## PROBLEM TO SOLVE
Whenever a line in the records below holds the string "FARBUKTA", copy it out.

## RECORDS SHOWN
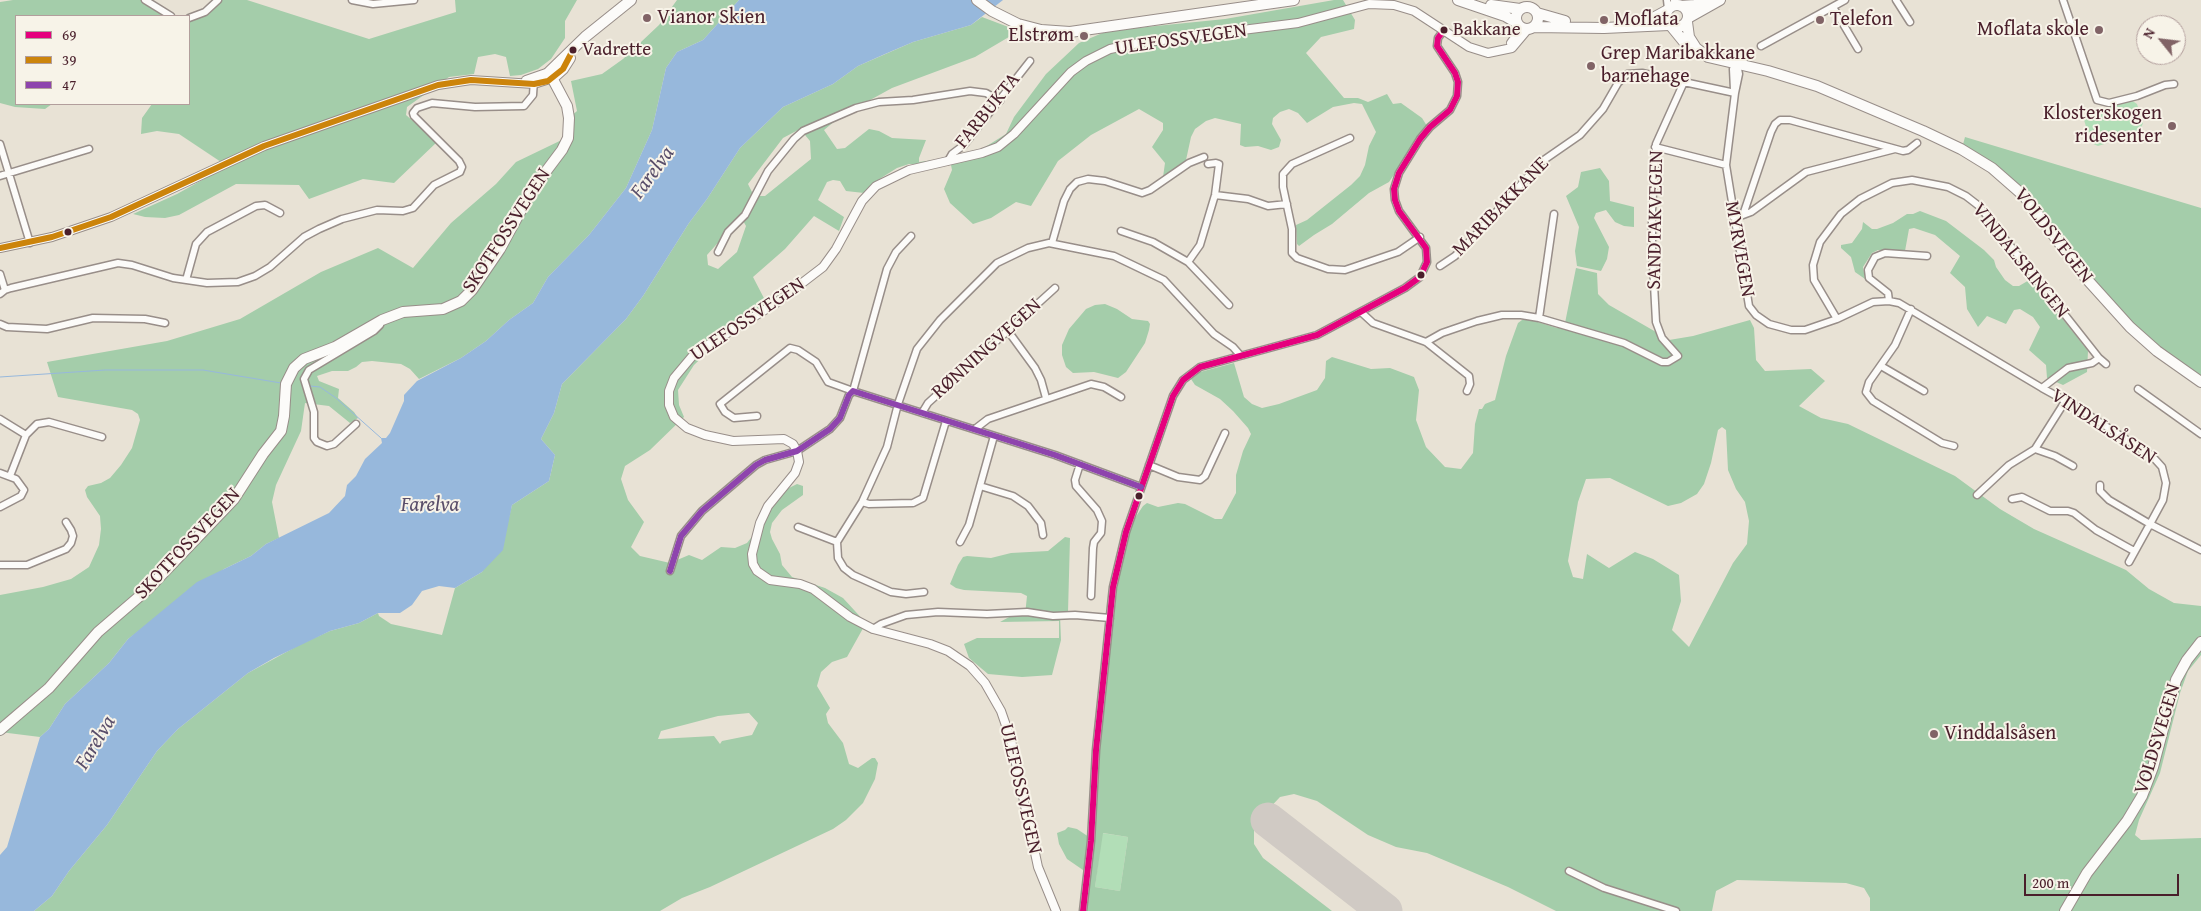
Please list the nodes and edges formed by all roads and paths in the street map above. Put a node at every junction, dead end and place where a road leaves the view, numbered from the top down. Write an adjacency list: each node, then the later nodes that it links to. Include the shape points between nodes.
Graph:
1 (145, 0): 21 (street)
2 (218, 0): 22 (street, via 205,12)
3 (352, 0): 4 (street, via 373,4)
4 (414, 0)
5 (631, 0): 32 (main road, via 585,37)
6 (977, 0): 7 (main road, via 1009,20 1041,30 1083,31)
7 (1294, 0)
8 (1458, 0): 25 (main road)
9 (1469, 0): 17 (main road)
10 (1536, 0): 20 (main road)
11 (1708, 0): 16 (main road, via 1694,5)
12 (1720, 0): 23 (main road)
13 (1845, 0): 19 (street)
14 (1896, 0): 24 (street)
15 (2063, 0): 35 (street, via 2097,100 2109,103)
16 (1678, 3): 18 (main road); 23 (main road, via 1687,12)
17 (1524, 5): 20 (main road); 25 (main road, via 1516,16)
18 (1667, 7): 20 (main road, via 1648,20 1591,24 1556,20); 26 (main road, via 1666,20)
19 (1833, 7): 28 (street); 29 (street)
20 (1537, 12): 25 (main road, via 1538,21)
21 (169, 15)
22 (190, 18)
23 (1687, 20): 26 (main road, via 1680,27); 31 (main road, VOLDSVEGEN, via 1689,37 1702,53)
24 (1910, 22)
25 (1525, 26): 26 (main road); 27 (street, ULEFOSSVEGEN, via 1502,51 1488,53)
26 (1670, 26): 31 (main road, VOLDSVEGEN, via 1695,54 1711,63)
27 (1444, 30): 44 (street, ULEFOSSVEGEN, via 1404,8 1368,4 1310,21 1110,49 1072,72 1004,144); 56 (street, via 1437,46 1457,77 1456,100 1420,139 1399,173 1394,189 1399,211)
28 (1761, 46)
29 (1858, 49)
30 (1030, 61): 37 (street, FARBUKTA)
31 (1736, 68): 36 (street, MYRVEGEN); 83 (main road, VOLDSVEGEN, via 1775,74 1817,86 1923,131 1992,168 2024,196 2084,276 2130,327)
32 (551, 75): 33 (street); 74 (main road, SKOTFOSSVEGEN, via 564,96 569,112 568,138 526,199 483,276 455,305 403,312)
33 (534, 81): 57 (street, via 460,81 428,88 264,146 111,217); 65 (street, via 531,99 524,106 475,107 432,103 414,110 415,118 462,167 457,174 434,185 413,208 378,210 328,224 304,237 270,267 245,280 216,283)
34 (1684, 82): 36 (street, MARIBAKKANE); 41 (street, SANDTAKVEGEN); 63 (street, MARIBAKKANE, via 1638,72 1623,76 1586,129 1541,162 1474,238)
35 (2174, 84)
36 (1735, 93): 45 (street, MYRVEGEN)
37 (1000, 101): 44 (street, FARBUKTA); 60 (street, via 986,93 970,91 879,102 856,108 803,131 768,171 744,215 728,232)
38 (1350, 138): 49 (street, via 1287,168 1282,181)
39 (1917, 142): 43 (street, via 1908,150)
40 (0, 144): 46 (street)
41 (1655, 147): 45 (street); 72 (street, SANDTAKVEGEN, via 1652,246 1655,315 1662,338 1678,356 1662,362 1629,345)
42 (89, 149): 46 (street)
43 (1896, 149): 52 (street, via 1806,172); 52 (street, via 1795,121 1780,120 1771,132)
44 (948, 161): 106 (street, ULEFOSSVEGEN, via 909,170 876,186 862,201 836,249 818,272 776,303 695,353 674,378 669,391 669,406 674,417 687,428 732,441 784,439)
45 (1726, 166): 53 (street, MYRVEGEN)
46 (9, 174): 47 (street); 57 (street)
47 (0, 176)
48 (1215, 195): 49 (street, via 1248,199 1268,206); 58 (street, via 1218,164 1206,160 1189,162 1142,193 1105,181 1088,179 1077,182 1064,201); 62 (street, via 1200,245)
49 (1287, 204): 56 (street, via 1292,253 1328,269 1345,270 1398,252)
50 (280, 213): 65 (street, via 265,205 256,206 207,232 196,244)
51 (1554, 214): 72 (street)
52 (1743, 215): 53 (street)
53 (1733, 217): 73 (street, MYRVEGEN, via 1747,301 1756,315 1775,326 1799,331)
54 (1120, 231): 62 (street, via 1151,241)
55 (911, 236): 86 (street, via 896,252 887,269)
56 (1420, 237): 71 (street, via 1427,257 1420,277)
57 (30, 242): 59 (street)
58 (1052, 243): 79 (street, via 1114,256 1164,280 1214,334); 92 (street, via 1008,256 968,290 920,345)
59 (0, 248)
60 (718, 252)
61 (1927, 256): 68 (street, via 1885,253 1874,257 1868,270 1869,278 1888,293)
62 (1188, 262): 69 (street)
63 (1440, 266)
64 (0, 274): 67 (street)
65 (186, 280): 67 (street, via 118,263)
66 (1055, 288): 77 (street, RØNNINGVEGEN)
67 (2, 292)
68 (1889, 301): 70 (street); 73 (street, via 1873,302)
69 (1229, 305)
70 (1911, 309): 82 (street, via 1895,345); 84 (street)
71 (1360, 312): 78 (street, via 1372,323); 79 (street, via 1317,335)
72 (1539, 318): 78 (street, via 1502,315 1449,330)
73 (1837, 318): 80 (street, VINDALSRINGEN, via 1814,280 1813,265 1820,242 1841,214 1868,194 1898,181 1919,180 1954,189 1979,206)
74 (382, 320): 97 (street, via 374,331 306,372 304,379 314,412 314,438 317,442 327,446 334,444); 135 (main road, SKOTFOSSVEGEN, via 335,347 304,359 294,368 286,384 281,430 234,499 154,583 98,632 49,688)
75 (165, 323): 76 (street, via 145,319 93,318 47,329)
76 (0, 324)
77 (1008, 331): 90 (street, via 1041,380); 93 (street, RØNNINGVEGEN)
78 (1426, 342): 87 (street, via 1467,374 1470,381)
79 (1240, 355): 108 (street, via 1200,367 1183,380 1173,396)
80 (2099, 358): 81 (street, VINDALSRINGEN); 84 (street, via 2092,363 2068,368)
81 (2106, 364)
82 (1881, 366): 88 (street); 104 (street, via 1866,387 1870,399)
83 (2201, 382)
84 (2042, 388): 91 (street, VINDALSÅSEN)
85 (2138, 390): 100 (street)
86 (853, 391): 92 (street); 94 (street, via 828,382 816,362 790,348 720,404 734,418); 106 (street, via 834,425)
87 (1467, 391)
88 (1924, 391)
89 (1121, 397): 90 (street, via 1091,384)
90 (1046, 398): 98 (street, via 988,419)
91 (2066, 400): 105 (street); 120 (street, VINDALSÅSEN, via 2160,464 2166,489)
92 (898, 404): 93 (street); 117 (street, via 890,439)
93 (922, 412): 96 (street)
94 (757, 416)
95 (0, 418): 101 (street)
96 (946, 420): 98 (street); 117 (street, via 923,498 913,503)
97 (356, 424)
98 (975, 429): 102 (street)
99 (1225, 433): 108 (street, via 1205,476 1200,480 1178,477)
100 (2201, 434)
101 (26, 435): 103 (street, via 33,426 46,422); 111 (street)
102 (994, 436): 107 (street); 113 (street)
103 (102, 437)
104 (1954, 446)
105 (2035, 449): 109 (street); 115 (street, via 2005,468)
106 (797, 450): 129 (street, via 762,462 710,502 684,532); 133 (street, ULEFOSSVEGEN, via 799,462 795,473 760,523 753,548 753,564 770,580 813,588 850,617)
107 (1080, 464): 114 (street); 131 (street, via 1076,486 1097,510 1102,521 1101,533 1092,548)
108 (1149, 465): 114 (street)
109 (2073, 466)
110 (0, 473): 111 (street)
111 (10, 476): 118 (street, via 21,483 24,491)
112 (2100, 485): 120 (street, via 2100,491 2109,500)
113 (980, 486): 122 (street, via 1021,501 1039,519); 124 (street)
114 (1141, 487): 132 (street, via 1116,568)
115 (1977, 495)
116 (2012, 499): 126 (street, via 2022,497 2050,511 2074,512 2096,530)
117 (862, 502): 123 (street)
118 (0, 507)
119 (66, 522): 128 (street, via 72,536 66,549 27,565)
120 (2150, 524): 125 (street); 126 (street, VINDALSÅSEN)
121 (798, 527): 123 (street)
122 (1043, 535)
123 (837, 542): 130 (street, via 838,558 853,575 891,592)
124 (960, 542)
125 (2201, 550)
126 (2134, 551): 127 (street, VINDALSÅSEN)
127 (2129, 562)
128 (0, 565)
129 (670, 571)
130 (924, 592)
131 (1091, 596)
132 (1110, 618): 133 (street, via 1027,612 929,613 899,618); 138 (street)
133 (873, 629): 137 (street, ULEFOSSVEGEN, via 948,651 970,666 989,690 1001,711 1011,740 1038,867)
134 (2201, 642): 140 (main road, VOLDSVEGEN, via 2176,680 2153,767 2138,804 2087,873)
135 (0, 730)
136 (1570, 871): 139 (street, via 1604,888)
137 (1056, 911)
138 (1083, 911)
139 (1676, 911)
140 (2066, 911)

## SOLVED EXERCISE
30 (1030, 61): 37 (street, FARBUKTA)
37 (1000, 101): 44 (street, FARBUKTA); 60 (street, via 986,93 970,91 879,102 856,108 803,131 768,171 744,215 728,232)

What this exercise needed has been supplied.